Mas essa aurora é muito estranha. As luzes presentes em suas extremidades são esverdeadas, porém parte das luzes localizadas mais ao centro da aurora estão brilhando em um intenso tom avermelhado. Isso não é algo comum.

- Qual a situação? – Pergunto olhando a ambos, voltando minha atenção para a aurora ao longe.

- Olhei ao redor da casa, mas não achei a Mika em nenhum lugar, e o carro dela continua na frente da casa... E aquilo... – Nick diz cada palavra sem desviar sua atenção da aurora. – Está no céu já faz algum tempo.

- Senti a presença da Mika vindo dessa mesma direção. – Layla continua, cruzando seus braços em um ar bastante apreensivo – Achamos que ela pode ter ido para lá.

- Mas como? – Indago num sussurro – Mika não consegue mais voar, e mesmo de carro, ela não teria como ir tão longe em tão pouco tempo.

- O problema não é esse Ka'Su. – Layla troca um olhar com Nick – Não tenho certeza por toda a instabilidade, mas... Mika pode não estar lá sozinha.

Avanço alguns passos, abrindo minhas asas, preparado para ir até lá – Eu irei verificar. Vocês dois, cuidem da Mel até eu voltar.

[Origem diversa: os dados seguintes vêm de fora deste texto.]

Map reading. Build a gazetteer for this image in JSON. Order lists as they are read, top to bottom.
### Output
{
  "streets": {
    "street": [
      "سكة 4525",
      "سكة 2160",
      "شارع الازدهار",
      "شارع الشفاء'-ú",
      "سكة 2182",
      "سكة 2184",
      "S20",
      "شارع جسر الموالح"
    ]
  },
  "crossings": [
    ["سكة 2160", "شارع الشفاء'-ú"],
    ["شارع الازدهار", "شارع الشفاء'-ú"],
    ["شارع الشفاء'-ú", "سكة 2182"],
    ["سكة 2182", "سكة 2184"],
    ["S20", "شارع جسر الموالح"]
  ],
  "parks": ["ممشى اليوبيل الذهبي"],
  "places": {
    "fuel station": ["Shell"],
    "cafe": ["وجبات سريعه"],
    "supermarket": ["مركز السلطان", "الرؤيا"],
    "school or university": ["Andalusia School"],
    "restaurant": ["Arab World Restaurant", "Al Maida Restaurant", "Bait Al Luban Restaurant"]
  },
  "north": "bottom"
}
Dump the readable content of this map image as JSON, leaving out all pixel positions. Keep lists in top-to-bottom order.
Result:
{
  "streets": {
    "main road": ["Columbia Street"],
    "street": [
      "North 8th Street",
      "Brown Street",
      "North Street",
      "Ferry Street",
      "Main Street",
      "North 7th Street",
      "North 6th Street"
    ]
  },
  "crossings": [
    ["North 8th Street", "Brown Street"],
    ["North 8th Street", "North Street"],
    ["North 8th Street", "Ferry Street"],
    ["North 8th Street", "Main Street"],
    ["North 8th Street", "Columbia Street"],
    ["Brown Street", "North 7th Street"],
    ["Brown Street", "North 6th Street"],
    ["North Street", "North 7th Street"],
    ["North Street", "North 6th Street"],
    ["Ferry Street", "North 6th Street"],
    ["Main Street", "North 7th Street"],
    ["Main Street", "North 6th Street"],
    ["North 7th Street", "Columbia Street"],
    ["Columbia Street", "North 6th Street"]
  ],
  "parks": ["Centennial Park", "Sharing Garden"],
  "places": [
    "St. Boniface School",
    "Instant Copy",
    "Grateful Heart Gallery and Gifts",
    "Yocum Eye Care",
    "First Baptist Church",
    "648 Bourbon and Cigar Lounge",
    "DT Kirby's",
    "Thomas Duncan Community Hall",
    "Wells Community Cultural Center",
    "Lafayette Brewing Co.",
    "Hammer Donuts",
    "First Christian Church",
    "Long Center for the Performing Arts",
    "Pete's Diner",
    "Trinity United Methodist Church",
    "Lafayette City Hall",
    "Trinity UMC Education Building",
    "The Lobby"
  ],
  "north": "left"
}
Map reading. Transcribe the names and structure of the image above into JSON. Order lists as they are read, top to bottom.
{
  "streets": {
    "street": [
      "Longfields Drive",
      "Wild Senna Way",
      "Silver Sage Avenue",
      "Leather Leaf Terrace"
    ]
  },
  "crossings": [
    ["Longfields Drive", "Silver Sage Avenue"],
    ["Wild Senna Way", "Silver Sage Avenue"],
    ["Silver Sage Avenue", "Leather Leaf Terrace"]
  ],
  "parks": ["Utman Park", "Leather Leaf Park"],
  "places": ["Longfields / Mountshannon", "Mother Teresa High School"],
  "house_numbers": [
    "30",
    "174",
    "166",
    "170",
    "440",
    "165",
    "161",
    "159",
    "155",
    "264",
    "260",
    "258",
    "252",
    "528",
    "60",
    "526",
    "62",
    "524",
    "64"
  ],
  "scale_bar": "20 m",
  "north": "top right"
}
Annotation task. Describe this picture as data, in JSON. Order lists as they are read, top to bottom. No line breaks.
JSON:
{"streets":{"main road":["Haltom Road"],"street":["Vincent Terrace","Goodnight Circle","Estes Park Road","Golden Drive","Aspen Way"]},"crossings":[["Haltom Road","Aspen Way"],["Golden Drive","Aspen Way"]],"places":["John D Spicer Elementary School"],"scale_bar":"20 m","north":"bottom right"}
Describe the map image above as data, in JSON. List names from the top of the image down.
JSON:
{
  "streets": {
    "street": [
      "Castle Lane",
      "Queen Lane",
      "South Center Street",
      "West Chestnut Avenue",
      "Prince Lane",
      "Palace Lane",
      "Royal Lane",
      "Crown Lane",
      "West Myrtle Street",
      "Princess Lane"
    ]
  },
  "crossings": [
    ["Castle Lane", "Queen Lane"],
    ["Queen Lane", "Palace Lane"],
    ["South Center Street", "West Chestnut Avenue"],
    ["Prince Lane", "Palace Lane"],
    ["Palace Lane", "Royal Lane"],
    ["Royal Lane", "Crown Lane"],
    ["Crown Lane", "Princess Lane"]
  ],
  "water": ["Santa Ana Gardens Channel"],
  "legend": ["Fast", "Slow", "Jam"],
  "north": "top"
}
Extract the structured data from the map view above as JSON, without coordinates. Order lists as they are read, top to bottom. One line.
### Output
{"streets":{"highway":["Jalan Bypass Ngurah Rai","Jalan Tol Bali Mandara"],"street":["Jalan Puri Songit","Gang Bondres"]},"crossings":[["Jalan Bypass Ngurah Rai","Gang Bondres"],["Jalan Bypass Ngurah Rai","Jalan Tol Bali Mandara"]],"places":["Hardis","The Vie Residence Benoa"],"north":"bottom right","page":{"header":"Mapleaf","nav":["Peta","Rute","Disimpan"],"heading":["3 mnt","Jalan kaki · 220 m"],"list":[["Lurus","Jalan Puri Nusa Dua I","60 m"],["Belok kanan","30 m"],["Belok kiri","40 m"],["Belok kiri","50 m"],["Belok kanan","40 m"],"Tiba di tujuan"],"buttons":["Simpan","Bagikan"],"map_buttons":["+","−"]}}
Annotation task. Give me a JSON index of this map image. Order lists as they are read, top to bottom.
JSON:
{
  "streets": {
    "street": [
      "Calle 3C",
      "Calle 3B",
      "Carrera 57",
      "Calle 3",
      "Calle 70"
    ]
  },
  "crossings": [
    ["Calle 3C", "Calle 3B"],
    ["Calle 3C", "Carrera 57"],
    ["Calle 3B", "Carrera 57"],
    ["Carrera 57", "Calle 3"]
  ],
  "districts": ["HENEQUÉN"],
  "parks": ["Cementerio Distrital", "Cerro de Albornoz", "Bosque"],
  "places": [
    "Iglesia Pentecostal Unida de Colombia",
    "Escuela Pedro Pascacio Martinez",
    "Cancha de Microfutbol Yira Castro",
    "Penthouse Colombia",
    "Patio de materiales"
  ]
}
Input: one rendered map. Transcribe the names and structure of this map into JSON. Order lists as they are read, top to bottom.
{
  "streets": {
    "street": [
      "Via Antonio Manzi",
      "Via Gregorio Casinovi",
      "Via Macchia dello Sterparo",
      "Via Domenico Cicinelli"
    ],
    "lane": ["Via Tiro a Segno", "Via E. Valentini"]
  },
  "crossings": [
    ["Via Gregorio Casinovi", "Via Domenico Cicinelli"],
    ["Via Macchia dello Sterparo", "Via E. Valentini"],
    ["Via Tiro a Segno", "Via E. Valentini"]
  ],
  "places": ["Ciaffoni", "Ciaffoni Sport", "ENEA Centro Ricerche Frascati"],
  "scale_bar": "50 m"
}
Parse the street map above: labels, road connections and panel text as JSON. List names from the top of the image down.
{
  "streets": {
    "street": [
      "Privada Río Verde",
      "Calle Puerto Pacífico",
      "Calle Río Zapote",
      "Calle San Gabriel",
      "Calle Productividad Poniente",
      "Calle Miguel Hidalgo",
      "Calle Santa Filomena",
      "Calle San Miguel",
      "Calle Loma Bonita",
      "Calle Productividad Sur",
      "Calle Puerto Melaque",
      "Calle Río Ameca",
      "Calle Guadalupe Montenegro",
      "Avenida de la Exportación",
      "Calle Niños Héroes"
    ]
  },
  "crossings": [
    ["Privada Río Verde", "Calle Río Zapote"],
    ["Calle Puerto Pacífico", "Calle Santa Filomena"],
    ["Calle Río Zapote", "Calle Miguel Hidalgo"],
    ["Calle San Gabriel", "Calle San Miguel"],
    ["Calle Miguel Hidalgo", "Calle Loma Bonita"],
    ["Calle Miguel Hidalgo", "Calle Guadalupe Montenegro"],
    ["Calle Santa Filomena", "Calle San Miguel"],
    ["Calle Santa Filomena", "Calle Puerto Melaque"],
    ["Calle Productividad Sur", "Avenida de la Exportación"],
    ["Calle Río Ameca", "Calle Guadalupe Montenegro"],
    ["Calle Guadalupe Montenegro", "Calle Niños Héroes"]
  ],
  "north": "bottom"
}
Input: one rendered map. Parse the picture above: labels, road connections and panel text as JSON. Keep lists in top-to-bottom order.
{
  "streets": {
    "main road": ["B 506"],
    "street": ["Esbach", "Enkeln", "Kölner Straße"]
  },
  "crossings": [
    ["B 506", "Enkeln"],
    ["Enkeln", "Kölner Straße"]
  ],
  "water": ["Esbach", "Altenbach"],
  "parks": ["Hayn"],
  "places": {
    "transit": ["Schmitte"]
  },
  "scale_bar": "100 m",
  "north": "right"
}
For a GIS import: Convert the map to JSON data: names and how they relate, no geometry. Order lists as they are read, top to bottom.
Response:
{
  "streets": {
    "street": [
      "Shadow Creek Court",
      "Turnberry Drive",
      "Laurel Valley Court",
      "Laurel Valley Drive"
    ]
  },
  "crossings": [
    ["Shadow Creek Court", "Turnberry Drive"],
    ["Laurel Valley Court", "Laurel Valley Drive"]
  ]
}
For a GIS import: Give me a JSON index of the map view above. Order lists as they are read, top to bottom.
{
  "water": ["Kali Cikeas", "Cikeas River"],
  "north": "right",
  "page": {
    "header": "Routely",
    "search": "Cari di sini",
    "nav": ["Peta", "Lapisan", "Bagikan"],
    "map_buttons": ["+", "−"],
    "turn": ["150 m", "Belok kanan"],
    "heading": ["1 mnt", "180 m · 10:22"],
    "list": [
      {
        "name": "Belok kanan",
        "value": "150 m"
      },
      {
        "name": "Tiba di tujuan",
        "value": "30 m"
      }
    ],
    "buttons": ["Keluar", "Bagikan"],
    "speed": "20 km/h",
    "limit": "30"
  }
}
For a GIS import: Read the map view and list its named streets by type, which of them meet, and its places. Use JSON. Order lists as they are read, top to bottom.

Flexiono minhas pernas e num forte bater de asas salto aos céus, ascendendo sem demora e me movendo em direção a aurora. Procuro ir o mais alto para evitar ser percebido por qualquer pessoa que esteja pelas ruas.

Sei que nesse horário é difícil terem muitas pessoas fora de casa, afinal já é início da madrugada. Ainda assim, é preferível me precaver para que não seja avistado por ninguém.

Conforme avanço pelo céu, vou passando meus olhos através da cidade, não deixando de notar como vou me afastando cada vez mais, a ponto de deixar os limites urbano e me afastar cada vez mais, e mesmo assim, a aurora continuar distante.

Mais e mais uma grande dúvida toma forma em meus pensamentos. Não é possível que Mika tenha conseguido ir assim tão longe, a única maneira de fazê-lo é caso conseguisse voar, mas ela já não consegue voar a muito tempo. Sequer estava conseguindo se manter de pé.

Não sei ao certo quanto tempo levei voando até finalmente alcançar a aurora, e mal preciso tocar as luzes para perceber que existe algo de muito estranho nela.

Por muitas vezes vi as auroras que Mika criou enquanto ainda estava no Paraíso, sei como identificar o trabalho criado por um anjo Portador do Belo. Certamente eram diferente dessa que vejo agora, não por essa parecer ter sido criada por alguém ainda inexperiente. Essa aurora está manchada.

Dentro das luzes, existe o poder do submundo, misturado com a graça de um anjo.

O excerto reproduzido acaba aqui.